__Task brief__:
Below are entries. Copy exactly the lines running from the line that holds "exch dup neg" to the line that holds "x r add y moveto", with both ends included.

__Recorded information__:

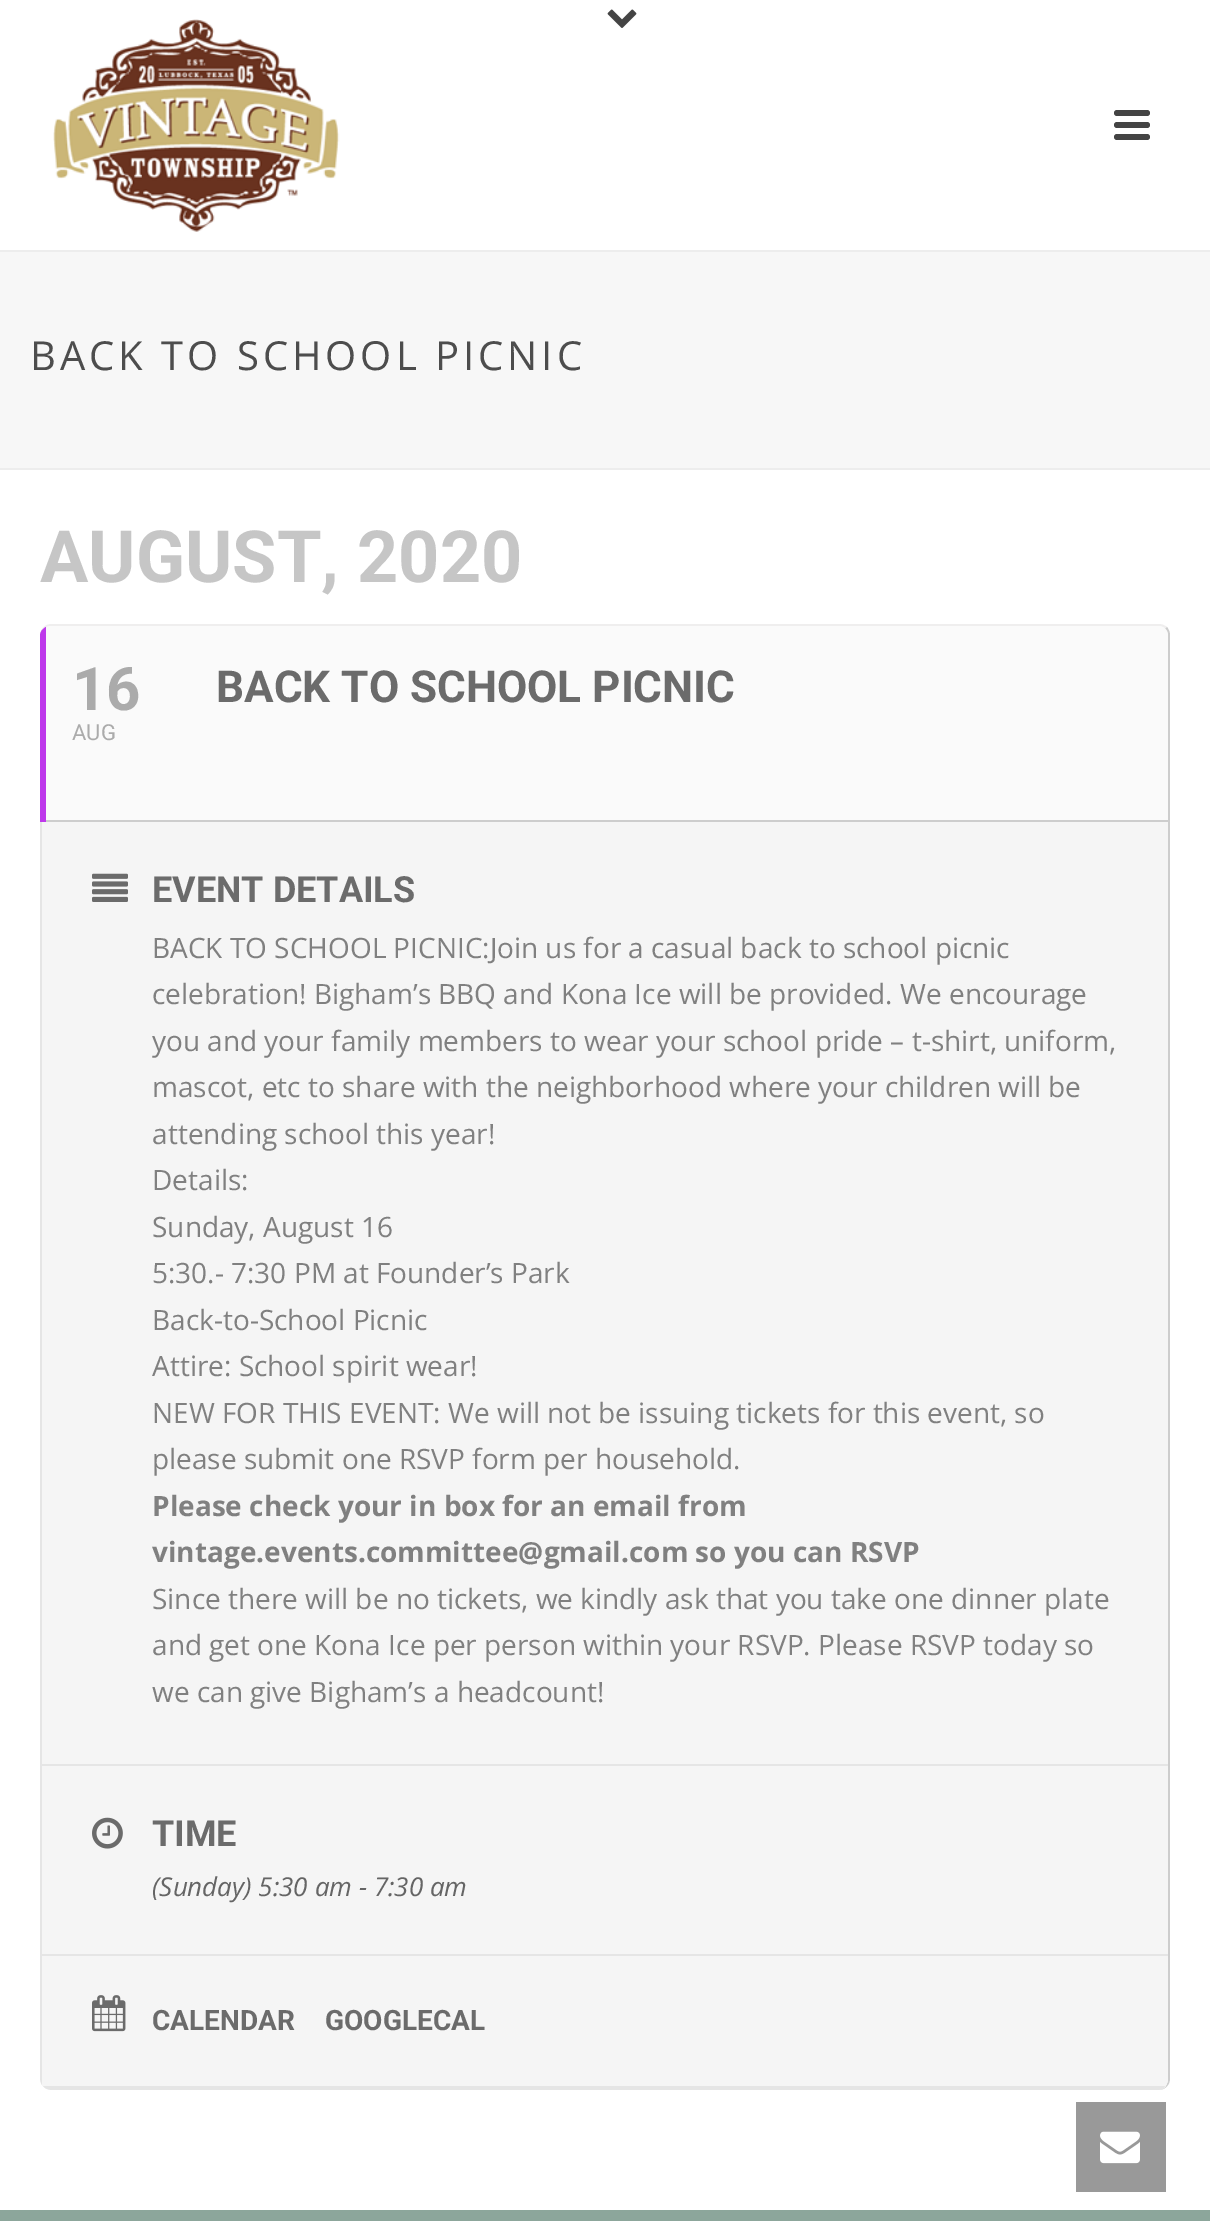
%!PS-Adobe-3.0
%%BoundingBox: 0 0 1210 2221
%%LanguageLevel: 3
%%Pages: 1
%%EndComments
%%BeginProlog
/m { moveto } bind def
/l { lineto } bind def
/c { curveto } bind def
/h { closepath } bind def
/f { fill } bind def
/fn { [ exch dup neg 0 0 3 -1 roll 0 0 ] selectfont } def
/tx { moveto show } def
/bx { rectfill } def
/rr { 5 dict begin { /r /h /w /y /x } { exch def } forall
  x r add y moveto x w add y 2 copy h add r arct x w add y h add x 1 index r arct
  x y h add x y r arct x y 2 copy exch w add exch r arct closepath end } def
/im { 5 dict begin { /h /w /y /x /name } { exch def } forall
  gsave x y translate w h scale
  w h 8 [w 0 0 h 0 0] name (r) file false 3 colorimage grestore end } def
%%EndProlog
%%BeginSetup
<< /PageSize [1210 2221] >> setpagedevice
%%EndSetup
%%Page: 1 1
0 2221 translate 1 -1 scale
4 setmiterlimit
1 setgray
0 0 1210 2221 bx
0.969 setgray
0 252 1210 216 bx
0.929 setgray
0 468 1210 2 bx
0 250 1210 2 bx
(image0.raw) 607 9 30 19 im
(image1.raw) 53 19 287 213 im
0.267 setgray
1114 110 36 6 3 rr f
1114 122 36 6 3 rr f
1114 134 36 6 3 rr f
/OpenSans-Regular 40 fn
0.302 setgray
30 370 m 4 0 (BACK TO SCHOOL PICNIC) ashow
/Roboto-Bold 72 fn
0.776 setgray
(AUGUST, 2020) 40 582 tx
0.937 0.933 0.933 setrgbcolor
52 624 m 1158 624 l 1162 624 1164 625 1167 627 c 1165 629 l 1164 627 1161 626 1158 626 c 52 626 l 45 626 40 630 40 636 c 40 629 45 624 52 624 c h f
0.804 setgray
1167 627 m 1165 629 l 1167 630 1168 633 1168 636 c 1168 2078 l 1168 2085 1164 2090 1158 2090 c 1165 2090 1170 2085 1170 2078 c 1170 636 l 1170 632 1169 630 1167 627 c h f
0.98 setgray
52 626 m 45 626 40 630 40 636 c 40 822 l 1168 822 l 1168 636 l 1168 630 1164 626 1158 626 c h f
0.745 0.22 0.922 setrgbcolor
46 627 m 42 629 40 632 40 636 c 40 822 l 46 822 l h f
/Roboto-Bold 60 fn
0.671 setgray
(16) 72 710 tx
/Roboto-Regular 22 fn
(AUG) 72 740 tx
/Roboto-Bold 44 fn
0.42 setgray
(BACK TO SCHOOL PICNIC) 216 702 tx
0.804 setgray
46 820 1122 2 bx
0.961 setgray
40 822 m 40 2078 l 40 2085 45 2090 52 2090 c 1158 2090 l 1164 2090 1168 2085 1168 2078 c 1168 822 l h f
0.898 setgray
52 2090 m 1158 2090 l 1160 2090 1162 2089 1164 2088 c 45 2088 l 47 2089 50 2090 52 2090 c h f
40 822 m 40 2078 l 40 2080 41 2083 42 2085 c 42 822 l h f
42 1764 1126 2 bx
(image2.raw) 92 873 36 29 im
/Roboto-Bold 36 fn
0.42 setgray
(EVENT DETAILS) 152 902 tx
/OpenSans-Regular 28 fn
0.502 setgray
(BACK TO SCHOOL PICNIC:Join us for a casual back to school picnic) 152 958 tx
(celebration! Bigham’s BBQ and Kona Ice will be provided. We encourage) 152 1004 tx
(you and your family members to wear your school pride – t-shirt, uniform,) 152 1051 tx
(mascot, etc to share with the neighborhood where your children will be) 152 1097 tx
(attending school this year!) 152 1144 tx
(Details:) 152 1190 tx
(Sunday, August 16) 152 1237 tx
(5:30.- 7:30 PM at Founder’s Park) 152 1283 tx
(Back-to-School Picnic) 152 1330 tx
(Attire: School spirit wear!) 152 1376 tx
(NEW FOR THIS EVENT: We will not be issuing tickets for this event, so) 152 1423 tx
(please submit one RSVP form per household.) 152 1469 tx
/OpenSans-Bold 28 fn
(Please check your in box for an email from) 152 1516 tx
(vintage.events.committee@gmail.com so you can RSVP) 152 1562 tx
/OpenSans-Regular 28 fn
(Since there will be no tickets, we kindly ask that you take one dinner plate) 152 1609 tx
(and get one Kona Ice per person within your RSVP. Please RSVP today so) 152 1655 tx
(we can give Bigham’s a headcount!) 152 1702 tx
0.898 setgray
42 1954 1126 2 bx
(image3.raw) 92 1817 31 32 im
/Roboto-Bold 36 fn
0.42 setgray
(TIME) 152 1846 tx
/OpenSans-Italic 26 fn
0.396 setgray
(\(Sunday\) 5:30 am - 7:30 am) 152 1896 tx
0.961 setgray
42 1956 m 1168 1956 l 1168 2078 l 1168 2082 1166 2086 1164 2088 c 45 2088 l 42 2085 l h f
0.898 setgray
45 2088 m 43 2086 l 1165 2086 l 1164 2088 l h f
(image4.raw) 92 1995 34 37 im
/Roboto-Bold 28 fn
0.42 setgray
(CALENDAR) 152 2030 tx
(GOOGLECAL) 325 2030 tx
0.549 0.651 0.608 setrgbcolor
0 2210 1210 11 bx
0.6 setgray
1076 2102 90 90 bx
(image5.raw) 1100 2131 40 33 im
showpage
%%EOF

__Result__:
/fn { [ exch dup neg 0 0 3 -1 roll 0 0 ] selectfont } def
/tx { moveto show } def
/bx { rectfill } def
/rr { 5 dict begin { /r /h /w /y /x } { exch def } forall
  x r add y moveto x w add y 2 copy h add r arct x w add y h add x 1 index r arct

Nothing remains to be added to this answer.